Collected data entries
[Start of Attachment]

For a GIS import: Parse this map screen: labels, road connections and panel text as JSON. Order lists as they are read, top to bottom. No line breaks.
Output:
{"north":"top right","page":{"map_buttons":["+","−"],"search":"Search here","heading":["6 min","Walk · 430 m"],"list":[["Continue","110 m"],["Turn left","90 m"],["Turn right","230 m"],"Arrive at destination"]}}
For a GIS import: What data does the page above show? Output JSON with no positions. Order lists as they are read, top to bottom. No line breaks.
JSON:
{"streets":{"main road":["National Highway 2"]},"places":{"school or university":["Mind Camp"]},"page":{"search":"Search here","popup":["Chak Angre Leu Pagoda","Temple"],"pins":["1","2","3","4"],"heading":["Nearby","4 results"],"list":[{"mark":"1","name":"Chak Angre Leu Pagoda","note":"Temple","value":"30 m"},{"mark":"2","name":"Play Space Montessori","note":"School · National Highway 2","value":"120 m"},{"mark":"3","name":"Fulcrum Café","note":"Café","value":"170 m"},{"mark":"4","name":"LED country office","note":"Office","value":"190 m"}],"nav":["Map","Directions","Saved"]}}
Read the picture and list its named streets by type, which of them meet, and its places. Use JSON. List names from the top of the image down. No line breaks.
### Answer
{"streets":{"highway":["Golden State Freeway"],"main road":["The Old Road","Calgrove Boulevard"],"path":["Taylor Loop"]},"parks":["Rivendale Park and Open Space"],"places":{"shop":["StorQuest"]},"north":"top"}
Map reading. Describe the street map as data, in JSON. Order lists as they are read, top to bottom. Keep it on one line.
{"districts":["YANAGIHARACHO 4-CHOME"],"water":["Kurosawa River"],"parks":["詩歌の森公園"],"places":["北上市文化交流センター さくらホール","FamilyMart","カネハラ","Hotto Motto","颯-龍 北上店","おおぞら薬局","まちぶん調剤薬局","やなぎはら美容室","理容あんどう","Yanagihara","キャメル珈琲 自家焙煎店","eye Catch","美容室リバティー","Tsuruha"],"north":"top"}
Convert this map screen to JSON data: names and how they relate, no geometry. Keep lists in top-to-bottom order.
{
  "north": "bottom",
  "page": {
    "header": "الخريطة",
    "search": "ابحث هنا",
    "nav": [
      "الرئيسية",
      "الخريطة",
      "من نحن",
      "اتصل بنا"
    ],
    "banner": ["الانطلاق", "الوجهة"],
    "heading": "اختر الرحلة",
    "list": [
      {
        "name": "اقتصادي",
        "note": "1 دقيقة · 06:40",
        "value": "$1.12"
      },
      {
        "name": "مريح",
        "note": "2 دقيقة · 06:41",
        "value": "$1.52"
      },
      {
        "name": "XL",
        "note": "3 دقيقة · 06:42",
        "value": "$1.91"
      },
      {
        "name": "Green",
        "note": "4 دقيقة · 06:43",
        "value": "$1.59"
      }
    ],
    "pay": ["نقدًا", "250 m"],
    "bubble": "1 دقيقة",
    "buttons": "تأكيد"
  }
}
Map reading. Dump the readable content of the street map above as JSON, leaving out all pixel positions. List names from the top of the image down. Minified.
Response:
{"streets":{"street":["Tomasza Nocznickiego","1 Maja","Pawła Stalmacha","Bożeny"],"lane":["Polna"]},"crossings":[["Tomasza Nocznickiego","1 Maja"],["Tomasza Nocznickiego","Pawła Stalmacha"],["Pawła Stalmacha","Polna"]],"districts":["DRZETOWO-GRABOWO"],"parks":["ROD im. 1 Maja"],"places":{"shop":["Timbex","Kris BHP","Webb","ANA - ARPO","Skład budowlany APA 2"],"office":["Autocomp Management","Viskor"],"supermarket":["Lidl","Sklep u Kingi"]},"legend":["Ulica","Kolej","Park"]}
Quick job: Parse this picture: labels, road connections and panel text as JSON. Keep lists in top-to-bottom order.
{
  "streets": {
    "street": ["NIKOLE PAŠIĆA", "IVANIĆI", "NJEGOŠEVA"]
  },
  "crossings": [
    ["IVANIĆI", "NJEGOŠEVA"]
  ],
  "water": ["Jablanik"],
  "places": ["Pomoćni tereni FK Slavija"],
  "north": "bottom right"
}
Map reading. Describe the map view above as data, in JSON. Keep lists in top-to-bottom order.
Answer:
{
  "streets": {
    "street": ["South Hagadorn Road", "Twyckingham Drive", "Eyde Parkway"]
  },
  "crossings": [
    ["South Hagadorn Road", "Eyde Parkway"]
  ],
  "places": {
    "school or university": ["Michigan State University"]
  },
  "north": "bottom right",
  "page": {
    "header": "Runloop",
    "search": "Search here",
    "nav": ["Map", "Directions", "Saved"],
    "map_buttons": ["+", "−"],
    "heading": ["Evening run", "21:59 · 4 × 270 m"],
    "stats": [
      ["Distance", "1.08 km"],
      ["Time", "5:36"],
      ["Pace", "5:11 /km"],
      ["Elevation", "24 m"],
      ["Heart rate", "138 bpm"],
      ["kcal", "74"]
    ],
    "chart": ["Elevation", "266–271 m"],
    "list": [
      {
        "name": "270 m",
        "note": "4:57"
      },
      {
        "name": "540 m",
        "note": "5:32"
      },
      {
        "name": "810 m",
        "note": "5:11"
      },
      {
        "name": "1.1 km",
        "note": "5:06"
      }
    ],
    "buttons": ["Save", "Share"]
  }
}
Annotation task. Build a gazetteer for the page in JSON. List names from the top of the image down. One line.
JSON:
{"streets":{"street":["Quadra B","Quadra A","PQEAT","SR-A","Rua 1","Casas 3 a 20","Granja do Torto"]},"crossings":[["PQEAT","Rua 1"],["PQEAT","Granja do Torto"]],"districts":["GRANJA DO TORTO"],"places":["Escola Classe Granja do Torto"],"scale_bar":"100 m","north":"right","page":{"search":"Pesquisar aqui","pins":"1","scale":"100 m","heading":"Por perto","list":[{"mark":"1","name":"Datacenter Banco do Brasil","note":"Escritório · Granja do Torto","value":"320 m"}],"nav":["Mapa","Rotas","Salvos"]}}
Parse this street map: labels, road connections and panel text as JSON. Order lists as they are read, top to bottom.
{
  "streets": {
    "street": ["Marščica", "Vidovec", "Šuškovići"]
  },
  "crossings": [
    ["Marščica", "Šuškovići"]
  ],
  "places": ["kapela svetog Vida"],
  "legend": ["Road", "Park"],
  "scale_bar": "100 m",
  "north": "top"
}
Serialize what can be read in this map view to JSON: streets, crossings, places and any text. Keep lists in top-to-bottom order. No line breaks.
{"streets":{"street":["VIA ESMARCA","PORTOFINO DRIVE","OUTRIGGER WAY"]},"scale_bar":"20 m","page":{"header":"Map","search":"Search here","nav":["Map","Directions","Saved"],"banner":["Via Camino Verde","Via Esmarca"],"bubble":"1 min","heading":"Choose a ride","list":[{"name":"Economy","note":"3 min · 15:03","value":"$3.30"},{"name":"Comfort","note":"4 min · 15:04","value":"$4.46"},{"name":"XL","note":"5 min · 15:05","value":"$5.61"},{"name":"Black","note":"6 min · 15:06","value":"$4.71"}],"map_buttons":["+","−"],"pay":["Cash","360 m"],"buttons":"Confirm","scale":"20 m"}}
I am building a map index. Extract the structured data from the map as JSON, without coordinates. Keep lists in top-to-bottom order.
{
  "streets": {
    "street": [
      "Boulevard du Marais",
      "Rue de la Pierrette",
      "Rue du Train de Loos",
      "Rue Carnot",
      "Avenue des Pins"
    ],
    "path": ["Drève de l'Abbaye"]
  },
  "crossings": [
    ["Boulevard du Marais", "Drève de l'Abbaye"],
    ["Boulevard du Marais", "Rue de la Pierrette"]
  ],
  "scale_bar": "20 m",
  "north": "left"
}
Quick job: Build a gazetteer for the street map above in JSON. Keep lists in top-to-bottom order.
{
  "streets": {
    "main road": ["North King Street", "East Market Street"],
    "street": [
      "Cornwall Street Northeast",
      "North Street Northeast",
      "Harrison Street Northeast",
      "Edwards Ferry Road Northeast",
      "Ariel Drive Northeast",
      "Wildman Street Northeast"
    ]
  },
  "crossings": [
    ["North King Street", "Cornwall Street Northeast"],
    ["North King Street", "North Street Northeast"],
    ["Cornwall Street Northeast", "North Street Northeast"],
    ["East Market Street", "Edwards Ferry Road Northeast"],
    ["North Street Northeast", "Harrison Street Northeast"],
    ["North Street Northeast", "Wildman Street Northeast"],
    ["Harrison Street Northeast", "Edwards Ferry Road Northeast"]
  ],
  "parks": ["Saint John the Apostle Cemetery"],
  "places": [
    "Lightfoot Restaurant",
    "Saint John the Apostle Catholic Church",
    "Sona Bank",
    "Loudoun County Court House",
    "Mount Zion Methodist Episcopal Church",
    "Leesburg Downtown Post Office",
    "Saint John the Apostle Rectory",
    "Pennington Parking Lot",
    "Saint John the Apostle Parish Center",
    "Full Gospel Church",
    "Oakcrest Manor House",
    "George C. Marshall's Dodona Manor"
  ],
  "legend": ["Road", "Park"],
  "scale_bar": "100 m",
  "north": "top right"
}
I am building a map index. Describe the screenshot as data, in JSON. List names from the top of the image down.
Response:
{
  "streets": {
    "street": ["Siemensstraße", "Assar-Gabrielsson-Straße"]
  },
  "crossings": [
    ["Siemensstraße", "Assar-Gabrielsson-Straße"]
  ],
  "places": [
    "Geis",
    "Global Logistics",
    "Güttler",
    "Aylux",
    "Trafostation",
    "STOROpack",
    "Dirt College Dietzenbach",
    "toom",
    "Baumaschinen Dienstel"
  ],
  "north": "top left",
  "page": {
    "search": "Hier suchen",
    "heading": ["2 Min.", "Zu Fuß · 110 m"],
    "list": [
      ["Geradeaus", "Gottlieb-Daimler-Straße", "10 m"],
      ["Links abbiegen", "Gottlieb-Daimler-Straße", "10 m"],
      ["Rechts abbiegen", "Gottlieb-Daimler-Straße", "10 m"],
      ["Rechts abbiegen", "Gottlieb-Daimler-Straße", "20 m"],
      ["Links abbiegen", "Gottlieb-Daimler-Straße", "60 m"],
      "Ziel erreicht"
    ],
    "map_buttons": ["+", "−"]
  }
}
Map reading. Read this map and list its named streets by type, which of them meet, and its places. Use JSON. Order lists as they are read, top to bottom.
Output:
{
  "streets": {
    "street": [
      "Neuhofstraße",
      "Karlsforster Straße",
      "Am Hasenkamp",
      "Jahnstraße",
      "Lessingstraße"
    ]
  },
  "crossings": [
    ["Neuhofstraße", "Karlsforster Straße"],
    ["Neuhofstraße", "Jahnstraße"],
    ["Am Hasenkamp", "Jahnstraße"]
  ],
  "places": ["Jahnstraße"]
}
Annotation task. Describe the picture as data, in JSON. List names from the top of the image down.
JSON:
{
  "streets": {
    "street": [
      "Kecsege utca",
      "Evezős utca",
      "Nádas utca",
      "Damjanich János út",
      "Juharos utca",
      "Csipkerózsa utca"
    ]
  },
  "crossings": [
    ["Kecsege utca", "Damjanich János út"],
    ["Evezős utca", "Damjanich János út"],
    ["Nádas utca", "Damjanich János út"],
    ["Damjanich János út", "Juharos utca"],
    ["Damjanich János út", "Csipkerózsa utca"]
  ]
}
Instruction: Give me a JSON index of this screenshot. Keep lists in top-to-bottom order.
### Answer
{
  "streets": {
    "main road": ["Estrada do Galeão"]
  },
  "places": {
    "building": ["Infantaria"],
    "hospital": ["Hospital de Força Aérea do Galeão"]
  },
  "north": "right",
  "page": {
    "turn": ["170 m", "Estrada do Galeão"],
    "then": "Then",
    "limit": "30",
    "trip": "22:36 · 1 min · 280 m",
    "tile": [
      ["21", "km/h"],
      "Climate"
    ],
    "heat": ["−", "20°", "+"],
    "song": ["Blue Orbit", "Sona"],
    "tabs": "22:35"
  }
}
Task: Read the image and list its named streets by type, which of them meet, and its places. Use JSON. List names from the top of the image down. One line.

[End of Attachment]

▸ WHAT IS EXPECTED:
Exact reproduction is required: output the lines from the start of the entries above through the line with "For a GIS import: What".

▸ EXERCISE ANSWER:
For a GIS import: Parse this map screen: labels, road connections and panel text as JSON. Order lists as they are read, top to bottom. No line breaks.
Output:
{"north":"top right","page":{"map_buttons":["+","−"],"search":"Search here","heading":["6 min","Walk · 430 m"],"list":[["Continue","110 m"],["Turn left","90 m"],["Turn right","230 m"],"Arrive at destination"]}}
For a GIS import: What data does the page above show? Output JSON with no positions. Order lists as they are read, top to bottom. No line breaks.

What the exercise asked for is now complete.